7月15日 葛野郡の百姓の口分田の多くが平安京の中へ収公されることになったので、山背国の雑色田を停止して、それを百姓に班給せよ。代わりの雑色田は四畿内に置くようにとの詔勅があった。

7月25日 天皇が新宮を巡覧して、造宮使と将領に衣を下賜した。

8月10日 平安京周辺の諸山での死体埋葬と樹木の伐採を禁止した。

9月2日 菅野真道と藤原葛野麻呂らを派遣して新京の宅地を班給した。

11月2日 天皇が新京を巡覧した。

12月18日 勅により、長岡京建設の際に立ち退いた百姓に支給した代価の返還を求めないことにした。

延暦13年

1月1日 天皇が朝賀の儀をとり止めた、宮殿の解体が開始されたからである。

4月28日 天皇が新京を巡覧した。

6月23日 諸国の人夫五千人を動員して、新宮の掃除を行うことにした。

7月1日 長岡京の東西の市を新京(平安京)へ遷した。店舗を築造する一方で市人を移住させた。

7月9日 山背・河内・摂津・播磨等の国の稲一万一千束を従三位百済王信ら十五人に賜った。新京に家を造るためである。

9月28日 新京への遷都と蝦夷征討の成功を祈願するため諸国の名神に奉幣した。

10月5日 天皇の衣服・調度等を掌る装束司と行幸の時の行列を指揮ふる次第司を任命した。新京への遷都の行幸をするためである。

10月11日 越前国の人船木直安麻呂が亡父が公用に供するため収穫した米千斛を平安京の造宮料に供した。

10月22日 天皇が新京へ遷った。

10月25日 造宮使と山背国が奉献して、五位以上の者に衣被および農具等の器物を下賜した。詔りが出された。

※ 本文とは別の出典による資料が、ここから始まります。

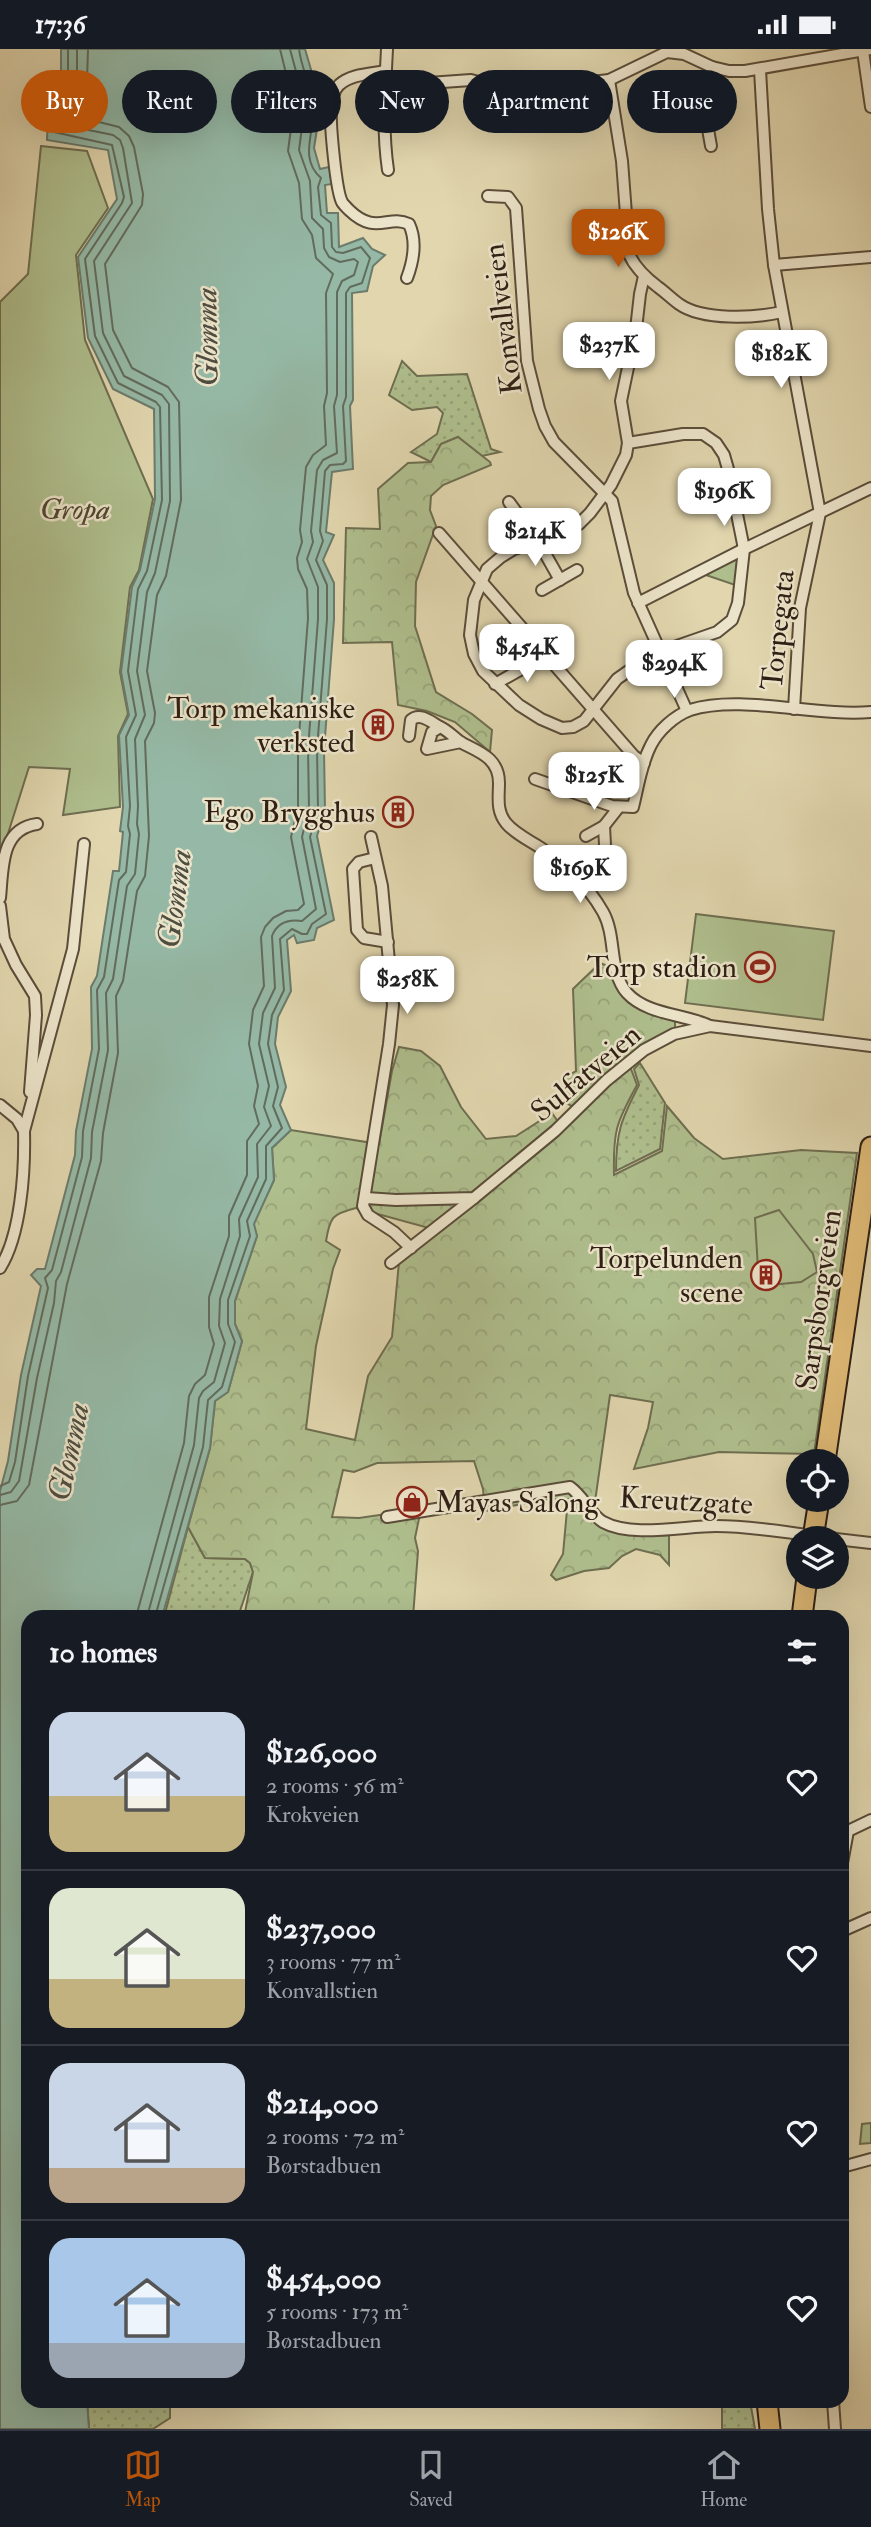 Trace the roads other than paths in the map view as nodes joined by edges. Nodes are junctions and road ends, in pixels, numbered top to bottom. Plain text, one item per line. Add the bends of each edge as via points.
1 (387, 49) edge
2 (867, 50) edge
3 (712, 67) junction
4 (386, 70) edge
5 (760, 70) junction
6 (355, 76) edge
7 (613, 78) edge
8 (613, 105) edge
9 (871, 107) edge
10 (384, 133) edge
11 (711, 146) dead end
12 (388, 170) dead end
13 (488, 196) dead end
14 (871, 257) edge
15 (774, 265) junction
16 (644, 277) junction
17 (407, 278) dead end
18 (782, 312) junction
19 (628, 443) junction
20 (871, 488) edge
21 (605, 495) junction
22 (509, 502) dead end
23 (820, 513) junction
24 (439, 533) dead end
25 (538, 541) junction
26 (744, 549) junction
27 (577, 570) dead end
28 (560, 580) junction
29 (481, 582) junction
30 (542, 590) dead end
31 (638, 603) junction
32 (659, 651) junction
33 (545, 656) junction
34 (495, 684) junction
35 (593, 709) junction
36 (794, 709) junction
37 (687, 711) junction
38 (869, 713) edge
39 (440, 727) junction
40 (409, 736) dead end
41 (461, 742) junction
42 (644, 763) junction
43 (535, 779) dead end
44 (619, 807) junction
45 (37, 824) dead end
46 (604, 825) junction
47 (586, 836) dead end
48 (371, 837) dead end
49 (83, 844) dead end
50 (605, 845) dead end
51 (375, 858) junction
52 (0, 898) edge
53 (0, 906) edge
54 (388, 942) junction
55 (710, 1026) junction
56 (871, 1046) edge
57 (0, 1105) edge
58 (32, 1105) junction
59 (24, 1131) junction
60 (871, 1147) edge
61 (366, 1198) junction
62 (474, 1198) junction
63 (411, 1248) junction
64 (391, 1263) dead end
65 (0, 1268) edge
66 (827, 1449) edge
67 (387, 1517) dead end
68 (786, 1532) edge
69 (849, 1540) edge
70 (871, 1543) edge
71 (806, 1589) edge
72 (803, 1610) edge
73 (871, 1820) edge
74 (849, 1831) edge
75 (871, 1918) edge
76 (849, 1928) edge
77 (871, 2159) edge
78 (849, 2165) edge
79 (768, 2408) edge
80 (834, 2408) edge
81 (771, 2429) edge
82 (835, 2429) edge

1 - 4 street
2 - 5 street
2 - 9 street
3 - 5 street
3 - 7 street via 667,52
3 - 11 street via 706,82
5 - 15 street, Torpegata
6 - 17 street via 339,85 333,95 337,188 347,208 369,223 409,224 413,256
8 - 16 street via 629,254
10 - 12 street
13 - 21 street, Konvallveien via 508,197 516,208 527,361 545,426 554,442
14 - 15 street
15 - 18 street, Torpegata
16 - 18 street via 681,306 706,313 746,318
16 - 19 street via 621,401
18 - 23 street, Torpegata
19 - 21 street
19 - 26 street via 683,434 703,434 716,443 729,469
20 - 23 street
21 - 25 street via 579,524
21 - 31 street, Konvallveien via 615,510
22 - 25 street
23 - 26 street
23 - 36 street, Torpegata via 800,608
24 - 29 street
25 - 28 street
25 - 29 street via 501,557
26 - 31 street
26 - 32 street via 732,620 717,632
27 - 28 street
28 - 30 street
29 - 33 street
29 - 34 street via 470,635 474,654
31 - 32 street, Konvallveien
32 - 35 street via 617,679
32 - 37 street, Konvallveien
33 - 34 street
33 - 35 street
34 - 35 street via 519,705 562,728 573,727
35 - 42 street
36 - 37 street via 737,705
36 - 38 street, Torpegata
37 - 42 street via 658,735
39 - 40 street via 414,717
39 - 41 street
39 - 41 street via 432,732 427,749
41 - 55 street via 484,753 495,767 498,806 508,825 569,867 588,888 608,921 616,969 628,993 644,1005
42 - 44 street via 633,807
43 - 44 street
44 - 46 street
45 - 52 street via 17,830 9,841
46 - 47 street
46 - 50 street
48 - 51 street
49 - 58 street via 72,949
51 - 54 street
51 - 54 street via 359,862 353,869 357,930 363,938
53 - 58 street via 4,939 35,996
54 - 61 street via 392,1014
55 - 56 street, Sulfatveien
55 - 62 street, Sulfatveien via 674,1034 644,1050
57 - 59 street
58 - 59 street
59 - 65 street via 14,1237
60 - 66 highway, Sarpsborgveien
61 - 62 street
61 - 63 street via 363,1206 368,1216
62 - 63 street, Sulfatveien
63 - 64 street, Sulfatveien
67 - 68 street, Kreutzgate via 570,1487 602,1521 626,1529 715,1526
69 - 70 street, Kreutzgate
71 - 72 highway
73 - 74 street
75 - 76 street
77 - 78 street
79 - 81 highway
80 - 82 street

10月28日 鴨神社と松尾神社の加階がされ、受位があり、任官があり、遷都が行われ、詔りした。

11月08日 山背国を山城国と改める詔りが出された。近江国滋賀郡の古津を大津と改称させた。

延暦14月

正月1日 大極殿が未完成のため朝賀の儀を取り止めた。天皇は侍臣と前殿(内裏正殿)で宴を催した。

5月13日 造宮使主典以下将領以上百三十九人に、それぞれの功績に従い位を授けた。

5月14日 正五位下文室八多麻呂ら十八人に命じて、交互に長岡京の旧宮を守衛させることにした。

8月19日 天皇が朝堂院に行幸して、工事中の現場を視察した。

9月4日 天皇が東院に行幸した。

延暦15年

正月1日 皇帝が大極殿に出御して朝賀を受けた。

延暦12年に内裏の解体が始まり、延暦13年の宮殿の解体があり、同年10月28日に遷都の詔勅が出る。大極殿は延暦14月年8月以降に完成したのだろうか。はっきりとは書いていない。延暦12年に平安京周辺の諸山で死体埋葬が禁止された。水の森 志明院のときの雲ヶ畑の持越峠の話の起源に繋がる。